While Ben’s improvement was remarkable, even more remarkable is the fact that the treatment he received was not a high-tech, expensive new drug or topical cream.

In fact, it’s about as low tech, and inexpensive, as you can get.

When his eczema flared, Ben soaked daily in bath water containing about a quarter cup of household bleach.

He still takes frequent bleach baths, even though his eczema is much improved. His mom says the baths have made all the difference.

“For pennies’ worth of bleach to work so well is just amazing,” she says.

Bleach Baths for Eczema

As many as one in five school-aged children have eczema, known medically as atopic dermatitis. The skin condition is characterized by itchy, inflamed skin that often becomes scabby and raw from scratching.

Frequent scratching, which breaks the skin, often leads to skin infections, including difficult to treat ones like methicillin-resistant Staphylococcus aureus ( MRSA).

Pediatric dermatologist Amy Paller, MD, tells WebMD that about 90% of people with eczema have staph on their skin, compared to about 25% of the population at large.

Staph infections have traditionally been treated with antibiotics, but bleach baths can also kill the microbes that cause infection.

Paller now recommends bleach baths to all her patients with moderate to severe eczema.

Along with Jennifer Huang, MD, and colleagues from Northwestern University’s Feinberg School of Medicine, Paller conducted one of the first formal studies to examine the treatment.

Thirty-one children between the ages of 6 months and 17 years, including Ben Kieffer, were included in the study.

All had moderate to severe eczema and were also infected with staph, and all were being treated with a 14-day course of antibiotics.

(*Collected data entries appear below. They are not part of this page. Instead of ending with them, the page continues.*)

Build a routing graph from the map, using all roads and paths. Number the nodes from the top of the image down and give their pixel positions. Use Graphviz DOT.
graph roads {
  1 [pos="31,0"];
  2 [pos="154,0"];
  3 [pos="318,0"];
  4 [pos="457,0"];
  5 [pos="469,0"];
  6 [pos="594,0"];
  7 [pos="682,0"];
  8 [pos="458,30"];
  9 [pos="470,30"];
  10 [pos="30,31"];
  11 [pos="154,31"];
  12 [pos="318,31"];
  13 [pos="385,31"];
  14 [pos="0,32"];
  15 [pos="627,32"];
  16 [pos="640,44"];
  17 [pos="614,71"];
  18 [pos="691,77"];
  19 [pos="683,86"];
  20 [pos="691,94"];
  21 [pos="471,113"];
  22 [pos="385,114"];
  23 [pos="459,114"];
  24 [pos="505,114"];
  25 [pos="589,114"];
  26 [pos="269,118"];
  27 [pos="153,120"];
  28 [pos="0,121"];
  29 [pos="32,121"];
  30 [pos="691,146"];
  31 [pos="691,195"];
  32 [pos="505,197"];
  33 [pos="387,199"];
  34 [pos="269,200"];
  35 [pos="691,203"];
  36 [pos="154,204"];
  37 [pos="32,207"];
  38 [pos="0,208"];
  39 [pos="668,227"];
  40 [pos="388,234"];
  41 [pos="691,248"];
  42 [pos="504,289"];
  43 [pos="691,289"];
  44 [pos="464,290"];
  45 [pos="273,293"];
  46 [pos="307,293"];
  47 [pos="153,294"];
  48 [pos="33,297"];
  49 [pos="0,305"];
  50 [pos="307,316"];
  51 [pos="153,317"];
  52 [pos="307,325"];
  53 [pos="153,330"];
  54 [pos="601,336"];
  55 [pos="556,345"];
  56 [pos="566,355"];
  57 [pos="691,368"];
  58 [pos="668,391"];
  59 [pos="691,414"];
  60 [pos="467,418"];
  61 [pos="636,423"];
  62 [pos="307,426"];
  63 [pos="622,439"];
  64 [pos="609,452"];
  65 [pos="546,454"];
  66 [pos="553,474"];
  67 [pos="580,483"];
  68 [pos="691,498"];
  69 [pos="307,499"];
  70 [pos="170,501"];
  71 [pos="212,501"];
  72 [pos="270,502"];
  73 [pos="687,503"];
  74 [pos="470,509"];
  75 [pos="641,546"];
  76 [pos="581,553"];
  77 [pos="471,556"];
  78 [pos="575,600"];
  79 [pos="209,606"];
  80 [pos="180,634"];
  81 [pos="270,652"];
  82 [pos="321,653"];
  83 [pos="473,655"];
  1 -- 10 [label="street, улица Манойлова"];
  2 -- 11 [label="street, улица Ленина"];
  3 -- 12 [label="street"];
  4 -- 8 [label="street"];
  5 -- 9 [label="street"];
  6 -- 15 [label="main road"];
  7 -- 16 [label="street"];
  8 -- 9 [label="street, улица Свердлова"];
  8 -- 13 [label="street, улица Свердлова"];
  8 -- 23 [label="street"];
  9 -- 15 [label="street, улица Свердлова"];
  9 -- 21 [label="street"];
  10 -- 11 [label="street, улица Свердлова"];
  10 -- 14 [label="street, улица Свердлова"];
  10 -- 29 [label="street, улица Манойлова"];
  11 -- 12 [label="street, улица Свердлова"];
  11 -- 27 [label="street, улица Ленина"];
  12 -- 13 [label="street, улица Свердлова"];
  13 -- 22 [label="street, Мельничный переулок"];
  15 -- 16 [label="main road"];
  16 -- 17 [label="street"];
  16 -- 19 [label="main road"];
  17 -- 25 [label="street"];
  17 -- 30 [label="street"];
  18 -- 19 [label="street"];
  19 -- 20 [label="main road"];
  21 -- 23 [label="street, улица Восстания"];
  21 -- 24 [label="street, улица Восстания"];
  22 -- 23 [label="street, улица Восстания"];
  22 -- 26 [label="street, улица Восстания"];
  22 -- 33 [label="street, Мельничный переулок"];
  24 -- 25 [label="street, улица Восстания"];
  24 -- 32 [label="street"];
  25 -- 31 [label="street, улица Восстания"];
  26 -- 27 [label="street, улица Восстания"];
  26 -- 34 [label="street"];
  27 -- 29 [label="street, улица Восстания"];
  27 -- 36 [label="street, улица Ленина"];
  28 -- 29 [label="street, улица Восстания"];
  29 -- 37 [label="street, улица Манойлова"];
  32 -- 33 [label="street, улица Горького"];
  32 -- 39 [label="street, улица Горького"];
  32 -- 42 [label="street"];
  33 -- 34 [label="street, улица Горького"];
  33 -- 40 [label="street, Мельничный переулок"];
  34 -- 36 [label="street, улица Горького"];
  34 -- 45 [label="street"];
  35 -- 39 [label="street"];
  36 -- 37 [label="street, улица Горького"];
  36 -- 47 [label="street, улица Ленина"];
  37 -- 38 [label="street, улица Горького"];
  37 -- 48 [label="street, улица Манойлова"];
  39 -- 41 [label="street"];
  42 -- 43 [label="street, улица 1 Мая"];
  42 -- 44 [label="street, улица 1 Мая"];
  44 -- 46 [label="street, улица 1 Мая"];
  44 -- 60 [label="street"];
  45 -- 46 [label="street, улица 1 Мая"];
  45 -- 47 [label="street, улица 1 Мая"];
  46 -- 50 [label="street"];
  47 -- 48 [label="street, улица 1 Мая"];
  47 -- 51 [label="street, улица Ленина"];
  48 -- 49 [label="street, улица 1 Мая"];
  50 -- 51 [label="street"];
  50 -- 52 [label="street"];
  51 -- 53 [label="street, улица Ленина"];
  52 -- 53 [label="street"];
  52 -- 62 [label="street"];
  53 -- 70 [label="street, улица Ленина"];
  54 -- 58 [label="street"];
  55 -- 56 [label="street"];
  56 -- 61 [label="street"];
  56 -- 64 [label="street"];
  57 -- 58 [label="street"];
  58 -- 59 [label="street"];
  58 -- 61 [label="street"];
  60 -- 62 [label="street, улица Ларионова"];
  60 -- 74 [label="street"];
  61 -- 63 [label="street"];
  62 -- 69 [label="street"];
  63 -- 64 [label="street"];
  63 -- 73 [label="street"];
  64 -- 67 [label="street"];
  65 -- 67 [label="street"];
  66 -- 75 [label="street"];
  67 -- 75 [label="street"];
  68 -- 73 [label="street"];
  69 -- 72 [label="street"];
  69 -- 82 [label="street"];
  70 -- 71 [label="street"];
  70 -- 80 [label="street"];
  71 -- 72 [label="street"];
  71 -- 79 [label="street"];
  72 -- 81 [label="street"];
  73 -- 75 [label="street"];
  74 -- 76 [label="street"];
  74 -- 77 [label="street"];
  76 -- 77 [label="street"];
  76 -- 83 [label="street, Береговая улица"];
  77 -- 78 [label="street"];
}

In addition to the drug treatment, half of the patients took bleach baths and the other half took “placebo” baths without bleach.

The study design called for the patients to soak in the bleach or placebo baths twice a week, but Paller says more frequent baths may be useful during eczema flare-ups.

Children in the study who took the bleach baths had a reduction in eczema severity that was five times greater than the children who took the placebo baths after three months.

The results were so dramatic that researchers stopped the three-month study early so that all the children could benefit from the bleach baths, Paller says.

Children who were randomly assigned to the bleach-bath group of the study also dabbed a topical antibiotic up their nose (where staph bacteria are often harbored). But Paller says she has many patients who don’t use this intervention and still improve with bleach baths.

The study appears in the May issue of the journal Pediatrics.

“This is not going to be a cure for everybody, but there is certainly a subset of patients who will benefit tremendously,” Paller says.

Bleach for Community-Acquired MRSA?

Dermatologist Cheryl Lee Eberting, MD, who practices in Alpine, Utah, is a big believer in bleach baths.

She recommends them for her patients with eczema, and she says they may have a wider application for addressing a rapidly emerging public health threat—community-acquired MRSA.

While most MRSA infections still occur in hospital settings, community acquired infections of drug-resistant staph are on the rise. Staph bacteria that are most widely publicized as a cause of breakouts have been traced to gyms and locker rooms.

“If you play a contact sport or work out at the health club a lot, it probably wouldn’t hurt to take an occasional bleach bath,” Eberting says. Talk to your doctor before doing so.

Study shows baths with diluted bleach can help treat itchy, painful skin.